Sent from my SM-N950U using Tapatalk


----------



## Bluemax61 (Aug 9, 2014)

That’s a HUGE improvement! Thanks for sharing! :wink:


----------



## fabbow (Dec 15, 2010)

nice, thanks for sharing, well done and good info


----------



## abbaba969 (Oct 13, 2015)

Cool!


----------



## maximus1492 (Jul 18, 2019)

Thats Cool!!


----------



## ThomasC4 (Nov 18, 2014)

*I think he is there....*

So I went out to the area last week were I scouted this spring. Post about that is HERE

I made a mock scrape the way Jeff Sturgis does and I have deer coming to it. 

I got a pic of what I think is the buck I want to get..










So I am preparing to get this on video. 

I plan on hunting from the ground with my gillie suit and my millennium tree seat. 

So I did few tests with FCP and the go pro to see what I can get or do..

So the question is slow zoom on the shot or fast zoom...?

I think the fast zoom...


----------



## maximus1492 (Jul 18, 2019)

Cool Setup


----------



## chingosbows (Jun 2, 2010)

Nice!!!!


----------



## m_tintin (Sep 25, 2018)

cool


----------



## packets (Aug 5, 2019)

Nice set up. Impressive videos


----------



## ThomasC4 (Nov 18, 2014)

So after more testing I think I am going to have the Go Pro mounted somewhere on my stand with one of the quick clamps snake holders. I just have to press the play button. 

I am using 4K here at 60 FPS and the 40 yard shot is much longer than I should have to make. 

So I will not have to worry about following the deer and such I can do that in editing.


----------



## Jason_Chute (Jun 17, 2018)

not too much vibration, did you try any of the slow mo settings?


----------



## HRB83 (Sep 11, 2019)

Nice setup


----------



## jl3216 (Jul 29, 2004)

Any updates to this? I'm interested in the Hero 8 but will need to mount to my bow.

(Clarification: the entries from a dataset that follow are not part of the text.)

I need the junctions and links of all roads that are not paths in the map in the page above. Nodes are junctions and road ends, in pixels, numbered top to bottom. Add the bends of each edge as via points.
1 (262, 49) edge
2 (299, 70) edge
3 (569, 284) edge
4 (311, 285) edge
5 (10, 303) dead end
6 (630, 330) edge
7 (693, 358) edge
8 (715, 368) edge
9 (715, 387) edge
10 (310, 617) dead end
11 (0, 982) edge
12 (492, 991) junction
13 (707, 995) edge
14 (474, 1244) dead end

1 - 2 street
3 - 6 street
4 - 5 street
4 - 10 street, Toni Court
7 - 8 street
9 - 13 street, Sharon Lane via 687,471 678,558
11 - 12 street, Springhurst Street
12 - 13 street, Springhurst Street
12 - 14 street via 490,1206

I hunt spot and stalk only (mule deer, antelope, elk, etc.). 
Interested in how this worked out during real hunting situations and if you were able to capture your actual shots on live game.

Thanks!!


----------



## Beesap (Aug 8, 2020)

This is pretty cool. Curious if you felt the weight of the GoPro...any mods to your stabilizers?


----------



## BGLASER (Aug 19, 2020)

ThomasC4 said:


> Hey all,
> Just did a test of the hyper stabilization that GoPro Hero 7 Black has. If you have ever tried to film with a camera mounted to the bow you know that once you shoot the image is so shaky that it is useless. Oh but with this Hero 7 Black and hyper smooth images stabilization it looks like the camera is on a gimbal. I will have this mounted to my bow all season since all I have to do it just press the play button and it starts recording even from being in the off mode. All the movements are smooth as butter and as long as you hold the bow up after the shot and follow the deer you will get a great shot.
> 
> Here is the results of the test, shot at 20 yards.

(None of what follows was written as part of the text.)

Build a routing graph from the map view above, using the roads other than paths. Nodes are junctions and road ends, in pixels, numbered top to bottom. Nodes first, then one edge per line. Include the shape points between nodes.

Cool, I'll have to try this.


----------



## Kona1 (Aug 22, 2020)

Awesome! Thanks for sharing. I'm also curious how the Hero 8 does.


----------



## limb_bender (Aug 19, 2020)

cool


----------



## kokengek (Nov 11, 2020)

Nice! Thanks for sharing.


----------



## sdmc530 (Oct 28, 2019)

this is awesome. I really want to do this now.


----------



## bendor (Oct 25, 2019)

Thats Awesome!


----------



## Maximillian Rempel (Feb 23, 2021)

ThomasC4 said:


> Hey all,
> Just did a test of the hyper stabilization that GoPro Hero 7 Black has. If you have ever tried to film with a camera mounted to the bow you know that once you shoot the image is so shaky that it is useless. Oh but with this Hero 7 Black and hyper smooth images stabilization it looks like the camera is on a gimbal. I will have this mounted to my bow all season since all I have to do it just press the play button and it starts recording even from being in the off mode. All the movements are smooth as butter and as long as you hold the bow up after the shot and follow the deer you will get a great shot.
> 
> Here is the results of the test, shot at 20 yards.

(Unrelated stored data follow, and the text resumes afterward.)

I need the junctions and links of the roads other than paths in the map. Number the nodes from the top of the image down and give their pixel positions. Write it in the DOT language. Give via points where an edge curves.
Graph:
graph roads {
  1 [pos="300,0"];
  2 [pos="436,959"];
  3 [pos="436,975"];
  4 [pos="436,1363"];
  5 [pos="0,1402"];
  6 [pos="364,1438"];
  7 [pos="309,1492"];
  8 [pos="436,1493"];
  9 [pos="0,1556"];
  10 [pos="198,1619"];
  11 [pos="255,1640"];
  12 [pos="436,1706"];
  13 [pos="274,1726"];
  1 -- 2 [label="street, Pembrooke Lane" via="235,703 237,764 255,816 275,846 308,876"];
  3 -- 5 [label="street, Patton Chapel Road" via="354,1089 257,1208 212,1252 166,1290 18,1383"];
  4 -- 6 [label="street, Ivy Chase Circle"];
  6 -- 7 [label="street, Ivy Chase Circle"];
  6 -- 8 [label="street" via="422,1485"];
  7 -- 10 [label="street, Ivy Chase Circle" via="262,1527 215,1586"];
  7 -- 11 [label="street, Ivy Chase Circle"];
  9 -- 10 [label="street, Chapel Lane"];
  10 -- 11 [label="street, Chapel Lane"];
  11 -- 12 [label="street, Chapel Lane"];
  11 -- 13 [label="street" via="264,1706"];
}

I have an official GoPro karma grip gimbal it works best for me with my Hero 7.


----------



## JBMKIII (Jan 25, 2012)

Please do a breakdown of how you have the mount secured to the bow, please. This is really a sweet setup.


----------



## ThomasC4 (Nov 18, 2014)

JBMKIII said:


> Please do a breakdown of how you have the mount secured to the bow, please. This is really a sweet setup.












I used this, I changed it from my original setup that I took images of. I went with this because it has less moving parts. 










It is pretty simple which I like.


----------



## talyhalm (Feb 7, 2021)

Any updates to this? I'm interested in the Hero 8 but will need to mount to my bow. I hunt spot and stalk only (mule deer, antelope, elk, etc.).


192.168.100.1 192.168.1.1


----------



## Patri0t (Jan 28, 2020)

That thing is slick


----------



## chuck tuck (Apr 13, 2021)

Wow that looks great. I wonder how this compares to the stabilization on the earlier GoPros. I'm going to try this out with my Hero 6. Thanks for sharing.


----------



## Simojo (Apr 14, 2020)

I've been playing with this as well with my GP 8. I ended up with an extended mount that clamps to the top of the riser and goes up; the higher mount point gave a better perspective of the arrow. 

After editing, do you feel the video quality was better in 1080 or 4K?


----------



## charlesm120 (Nov 21, 2020)

Thanks for sharing!


----------



## Miahjera (Jun 20, 2021)

That is rad! Thanks for sharing!


----------



## cwshire (Aug 19, 2021)

Huge improvement- thanks for testing it out!


----------



## Mjprohoroff (Nov 20, 2009)

Any videos of these with a GP 8 or 9 mounted? The stabilization seems to really improve year after year. 


Sent from my iPhone using Tapatalk


----------



## talyhalm (Feb 7, 2021)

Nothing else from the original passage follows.